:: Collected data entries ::
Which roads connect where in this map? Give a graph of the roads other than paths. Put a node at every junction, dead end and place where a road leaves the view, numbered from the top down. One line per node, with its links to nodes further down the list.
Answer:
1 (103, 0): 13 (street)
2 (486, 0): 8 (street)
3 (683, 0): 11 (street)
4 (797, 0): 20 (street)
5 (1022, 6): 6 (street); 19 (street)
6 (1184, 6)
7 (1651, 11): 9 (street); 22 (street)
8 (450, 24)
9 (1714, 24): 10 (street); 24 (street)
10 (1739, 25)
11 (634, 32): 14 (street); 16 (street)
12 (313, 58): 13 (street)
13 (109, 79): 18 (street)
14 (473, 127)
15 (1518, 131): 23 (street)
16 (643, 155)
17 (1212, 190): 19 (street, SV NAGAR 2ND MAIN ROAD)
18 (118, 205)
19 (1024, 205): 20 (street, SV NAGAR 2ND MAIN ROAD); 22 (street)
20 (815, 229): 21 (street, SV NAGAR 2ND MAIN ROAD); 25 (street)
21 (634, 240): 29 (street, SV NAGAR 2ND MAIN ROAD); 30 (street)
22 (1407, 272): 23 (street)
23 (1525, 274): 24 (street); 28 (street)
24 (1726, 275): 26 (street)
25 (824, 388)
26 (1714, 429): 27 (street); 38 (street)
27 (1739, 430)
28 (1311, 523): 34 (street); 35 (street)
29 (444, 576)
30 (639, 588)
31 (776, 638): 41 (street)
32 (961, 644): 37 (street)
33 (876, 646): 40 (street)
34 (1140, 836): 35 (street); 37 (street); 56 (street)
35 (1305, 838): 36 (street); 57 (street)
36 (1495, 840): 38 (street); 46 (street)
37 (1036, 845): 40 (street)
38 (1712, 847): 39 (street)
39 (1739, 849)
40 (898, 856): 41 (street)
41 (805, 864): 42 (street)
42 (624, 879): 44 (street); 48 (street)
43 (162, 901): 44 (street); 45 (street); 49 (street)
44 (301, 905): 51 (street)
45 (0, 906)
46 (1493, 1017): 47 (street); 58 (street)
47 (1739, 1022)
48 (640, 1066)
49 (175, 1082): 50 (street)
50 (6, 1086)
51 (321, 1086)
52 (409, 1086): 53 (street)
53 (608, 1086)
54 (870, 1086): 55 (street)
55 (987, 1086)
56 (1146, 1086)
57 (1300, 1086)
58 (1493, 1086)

:: Work instructions ::
Reproduce the entries above in full by retyping them exactly.

:: Output of the task ::
Which roads connect where in this map? Give a graph of the roads other than paths. Put a node at every junction, dead end and place where a road leaves the view, numbered from the top down. One line per node, with its links to nodes further down the list.
Answer:
1 (103, 0): 13 (street)
2 (486, 0): 8 (street)
3 (683, 0): 11 (street)
4 (797, 0): 20 (street)
5 (1022, 6): 6 (street); 19 (street)
6 (1184, 6)
7 (1651, 11): 9 (street); 22 (street)
8 (450, 24)
9 (1714, 24): 10 (street); 24 (street)
10 (1739, 25)
11 (634, 32): 14 (street); 16 (street)
12 (313, 58): 13 (street)
13 (109, 79): 18 (street)
14 (473, 127)
15 (1518, 131): 23 (street)
16 (643, 155)
17 (1212, 190): 19 (street, SV NAGAR 2ND MAIN ROAD)
18 (118, 205)
19 (1024, 205): 20 (street, SV NAGAR 2ND MAIN ROAD); 22 (street)
20 (815, 229): 21 (street, SV NAGAR 2ND MAIN ROAD); 25 (street)
21 (634, 240): 29 (street, SV NAGAR 2ND MAIN ROAD); 30 (street)
22 (1407, 272): 23 (street)
23 (1525, 274): 24 (street); 28 (street)
24 (1726, 275): 26 (street)
25 (824, 388)
26 (1714, 429): 27 (street); 38 (street)
27 (1739, 430)
28 (1311, 523): 34 (street); 35 (street)
29 (444, 576)
30 (639, 588)
31 (776, 638): 41 (street)
32 (961, 644): 37 (street)
33 (876, 646): 40 (street)
34 (1140, 836): 35 (street); 37 (street); 56 (street)
35 (1305, 838): 36 (street); 57 (street)
36 (1495, 840): 38 (street); 46 (street)
37 (1036, 845): 40 (street)
38 (1712, 847): 39 (street)
39 (1739, 849)
40 (898, 856): 41 (street)
41 (805, 864): 42 (street)
42 (624, 879): 44 (street); 48 (street)
43 (162, 901): 44 (street); 45 (street); 49 (street)
44 (301, 905): 51 (street)
45 (0, 906)
46 (1493, 1017): 47 (street); 58 (street)
47 (1739, 1022)
48 (640, 1066)
49 (175, 1082): 50 (street)
50 (6, 1086)
51 (321, 1086)
52 (409, 1086): 53 (street)
53 (608, 1086)
54 (870, 1086): 55 (street)
55 (987, 1086)
56 (1146, 1086)
57 (1300, 1086)
58 (1493, 1086)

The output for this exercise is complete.